---- DATASET EXCERPTS

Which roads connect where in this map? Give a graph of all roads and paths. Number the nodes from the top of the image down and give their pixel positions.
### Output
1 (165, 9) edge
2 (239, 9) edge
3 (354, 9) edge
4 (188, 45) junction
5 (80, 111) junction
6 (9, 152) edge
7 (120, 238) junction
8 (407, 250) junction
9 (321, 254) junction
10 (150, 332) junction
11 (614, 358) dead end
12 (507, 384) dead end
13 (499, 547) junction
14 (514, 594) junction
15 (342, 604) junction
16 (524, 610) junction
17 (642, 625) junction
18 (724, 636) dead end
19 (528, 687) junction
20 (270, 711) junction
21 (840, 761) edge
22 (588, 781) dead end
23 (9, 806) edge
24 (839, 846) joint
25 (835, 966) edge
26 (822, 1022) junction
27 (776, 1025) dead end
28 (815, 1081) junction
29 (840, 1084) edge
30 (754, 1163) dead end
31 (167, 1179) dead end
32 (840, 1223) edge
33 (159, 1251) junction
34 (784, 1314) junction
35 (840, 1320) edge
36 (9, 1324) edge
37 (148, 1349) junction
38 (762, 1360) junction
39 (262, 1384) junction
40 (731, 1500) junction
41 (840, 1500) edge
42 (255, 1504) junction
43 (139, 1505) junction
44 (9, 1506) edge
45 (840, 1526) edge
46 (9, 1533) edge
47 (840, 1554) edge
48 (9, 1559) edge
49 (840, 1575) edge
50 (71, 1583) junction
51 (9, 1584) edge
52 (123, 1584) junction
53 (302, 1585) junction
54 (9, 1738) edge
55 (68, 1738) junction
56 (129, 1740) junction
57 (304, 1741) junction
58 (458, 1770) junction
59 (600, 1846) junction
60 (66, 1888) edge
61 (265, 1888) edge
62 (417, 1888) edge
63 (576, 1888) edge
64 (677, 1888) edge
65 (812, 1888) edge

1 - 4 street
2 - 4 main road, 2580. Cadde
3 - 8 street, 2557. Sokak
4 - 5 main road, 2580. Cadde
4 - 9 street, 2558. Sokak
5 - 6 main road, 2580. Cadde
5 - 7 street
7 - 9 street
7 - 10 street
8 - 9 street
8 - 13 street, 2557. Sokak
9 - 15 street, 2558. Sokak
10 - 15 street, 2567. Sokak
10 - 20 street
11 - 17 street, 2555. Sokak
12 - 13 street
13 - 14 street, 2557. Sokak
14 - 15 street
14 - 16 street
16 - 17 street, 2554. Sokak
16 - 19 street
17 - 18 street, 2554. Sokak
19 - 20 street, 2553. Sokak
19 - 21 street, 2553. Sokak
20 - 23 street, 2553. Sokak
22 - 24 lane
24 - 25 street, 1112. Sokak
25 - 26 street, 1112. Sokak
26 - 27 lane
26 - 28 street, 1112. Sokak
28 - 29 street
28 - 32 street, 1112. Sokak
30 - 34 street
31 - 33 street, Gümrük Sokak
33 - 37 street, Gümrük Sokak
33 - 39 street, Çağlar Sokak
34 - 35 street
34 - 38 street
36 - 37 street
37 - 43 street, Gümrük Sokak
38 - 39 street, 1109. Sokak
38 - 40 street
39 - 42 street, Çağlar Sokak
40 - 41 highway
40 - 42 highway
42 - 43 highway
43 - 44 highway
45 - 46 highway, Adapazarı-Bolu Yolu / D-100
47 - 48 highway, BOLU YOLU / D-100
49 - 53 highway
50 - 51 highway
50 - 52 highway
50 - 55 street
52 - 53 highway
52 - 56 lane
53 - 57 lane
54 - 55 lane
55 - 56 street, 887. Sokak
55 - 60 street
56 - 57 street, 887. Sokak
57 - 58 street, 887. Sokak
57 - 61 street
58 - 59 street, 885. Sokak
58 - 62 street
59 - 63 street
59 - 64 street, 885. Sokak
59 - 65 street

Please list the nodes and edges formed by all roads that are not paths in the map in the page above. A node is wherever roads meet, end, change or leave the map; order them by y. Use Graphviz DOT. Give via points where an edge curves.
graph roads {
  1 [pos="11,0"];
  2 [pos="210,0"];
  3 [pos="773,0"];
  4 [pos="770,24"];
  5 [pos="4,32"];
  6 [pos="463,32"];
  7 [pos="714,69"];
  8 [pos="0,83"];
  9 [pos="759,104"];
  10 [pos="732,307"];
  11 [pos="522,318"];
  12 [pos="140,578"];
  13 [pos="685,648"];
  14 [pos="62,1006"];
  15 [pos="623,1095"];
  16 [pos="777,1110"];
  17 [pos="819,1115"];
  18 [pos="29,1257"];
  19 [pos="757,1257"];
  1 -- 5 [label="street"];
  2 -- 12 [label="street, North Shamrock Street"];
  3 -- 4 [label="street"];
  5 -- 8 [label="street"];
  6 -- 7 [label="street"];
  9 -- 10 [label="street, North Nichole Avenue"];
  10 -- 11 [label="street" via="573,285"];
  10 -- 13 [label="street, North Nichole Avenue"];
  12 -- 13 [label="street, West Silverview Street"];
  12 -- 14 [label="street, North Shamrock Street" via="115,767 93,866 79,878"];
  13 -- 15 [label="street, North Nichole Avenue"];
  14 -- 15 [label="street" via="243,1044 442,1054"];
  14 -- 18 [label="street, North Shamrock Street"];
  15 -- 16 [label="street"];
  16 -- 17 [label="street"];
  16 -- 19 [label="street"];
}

--------

◆ ACTIVITY ◆
Please copy the data above in its entirety, exactly as written.

◆ ANSWER TO THE PROBLEM ◆
Which roads connect where in this map? Give a graph of all roads and paths. Number the nodes from the top of the image down and give their pixel positions.
### Output
1 (165, 9) edge
2 (239, 9) edge
3 (354, 9) edge
4 (188, 45) junction
5 (80, 111) junction
6 (9, 152) edge
7 (120, 238) junction
8 (407, 250) junction
9 (321, 254) junction
10 (150, 332) junction
11 (614, 358) dead end
12 (507, 384) dead end
13 (499, 547) junction
14 (514, 594) junction
15 (342, 604) junction
16 (524, 610) junction
17 (642, 625) junction
18 (724, 636) dead end
19 (528, 687) junction
20 (270, 711) junction
21 (840, 761) edge
22 (588, 781) dead end
23 (9, 806) edge
24 (839, 846) joint
25 (835, 966) edge
26 (822, 1022) junction
27 (776, 1025) dead end
28 (815, 1081) junction
29 (840, 1084) edge
30 (754, 1163) dead end
31 (167, 1179) dead end
32 (840, 1223) edge
33 (159, 1251) junction
34 (784, 1314) junction
35 (840, 1320) edge
36 (9, 1324) edge
37 (148, 1349) junction
38 (762, 1360) junction
39 (262, 1384) junction
40 (731, 1500) junction
41 (840, 1500) edge
42 (255, 1504) junction
43 (139, 1505) junction
44 (9, 1506) edge
45 (840, 1526) edge
46 (9, 1533) edge
47 (840, 1554) edge
48 (9, 1559) edge
49 (840, 1575) edge
50 (71, 1583) junction
51 (9, 1584) edge
52 (123, 1584) junction
53 (302, 1585) junction
54 (9, 1738) edge
55 (68, 1738) junction
56 (129, 1740) junction
57 (304, 1741) junction
58 (458, 1770) junction
59 (600, 1846) junction
60 (66, 1888) edge
61 (265, 1888) edge
62 (417, 1888) edge
63 (576, 1888) edge
64 (677, 1888) edge
65 (812, 1888) edge

1 - 4 street
2 - 4 main road, 2580. Cadde
3 - 8 street, 2557. Sokak
4 - 5 main road, 2580. Cadde
4 - 9 street, 2558. Sokak
5 - 6 main road, 2580. Cadde
5 - 7 street
7 - 9 street
7 - 10 street
8 - 9 street
8 - 13 street, 2557. Sokak
9 - 15 street, 2558. Sokak
10 - 15 street, 2567. Sokak
10 - 20 street
11 - 17 street, 2555. Sokak
12 - 13 street
13 - 14 street, 2557. Sokak
14 - 15 street
14 - 16 street
16 - 17 street, 2554. Sokak
16 - 19 street
17 - 18 street, 2554. Sokak
19 - 20 street, 2553. Sokak
19 - 21 street, 2553. Sokak
20 - 23 street, 2553. Sokak
22 - 24 lane
24 - 25 street, 1112. Sokak
25 - 26 street, 1112. Sokak
26 - 27 lane
26 - 28 street, 1112. Sokak
28 - 29 street
28 - 32 street, 1112. Sokak
30 - 34 street
31 - 33 street, Gümrük Sokak
33 - 37 street, Gümrük Sokak
33 - 39 street, Çağlar Sokak
34 - 35 street
34 - 38 street
36 - 37 street
37 - 43 street, Gümrük Sokak
38 - 39 street, 1109. Sokak
38 - 40 street
39 - 42 street, Çağlar Sokak
40 - 41 highway
40 - 42 highway
42 - 43 highway
43 - 44 highway
45 - 46 highway, Adapazarı-Bolu Yolu / D-100
47 - 48 highway, BOLU YOLU / D-100
49 - 53 highway
50 - 51 highway
50 - 52 highway
50 - 55 street
52 - 53 highway
52 - 56 lane
53 - 57 lane
54 - 55 lane
55 - 56 street, 887. Sokak
55 - 60 street
56 - 57 street, 887. Sokak
57 - 58 street, 887. Sokak
57 - 61 street
58 - 59 street, 885. Sokak
58 - 62 street
59 - 63 street
59 - 64 street, 885. Sokak
59 - 65 street

Please list the nodes and edges formed by all roads that are not paths in the map in the page above. A node is wherever roads meet, end, change or leave the map; order them by y. Use Graphviz DOT. Give via points where an edge curves.
graph roads {
  1 [pos="11,0"];
  2 [pos="210,0"];
  3 [pos="773,0"];
  4 [pos="770,24"];
  5 [pos="4,32"];
  6 [pos="463,32"];
  7 [pos="714,69"];
  8 [pos="0,83"];
  9 [pos="759,104"];
  10 [pos="732,307"];
  11 [pos="522,318"];
  12 [pos="140,578"];
  13 [pos="685,648"];
  14 [pos="62,1006"];
  15 [pos="623,1095"];
  16 [pos="777,1110"];
  17 [pos="819,1115"];
  18 [pos="29,1257"];
  19 [pos="757,1257"];
  1 -- 5 [label="street"];
  2 -- 12 [label="street, North Shamrock Street"];
  3 -- 4 [label="street"];
  5 -- 8 [label="street"];
  6 -- 7 [label="street"];
  9 -- 10 [label="street, North Nichole Avenue"];
  10 -- 11 [label="street" via="573,285"];
  10 -- 13 [label="street, North Nichole Avenue"];
  12 -- 13 [label="street, West Silverview Street"];
  12 -- 14 [label="street, North Shamrock Street" via="115,767 93,866 79,878"];
  13 -- 15 [label="street, North Nichole Avenue"];
  14 -- 15 [label="street" via="243,1044 442,1054"];
  14 -- 18 [label="street, North Shamrock Street"];
  15 -- 16 [label="street"];
  16 -- 17 [label="street"];
  16 -- 19 [label="street"];
}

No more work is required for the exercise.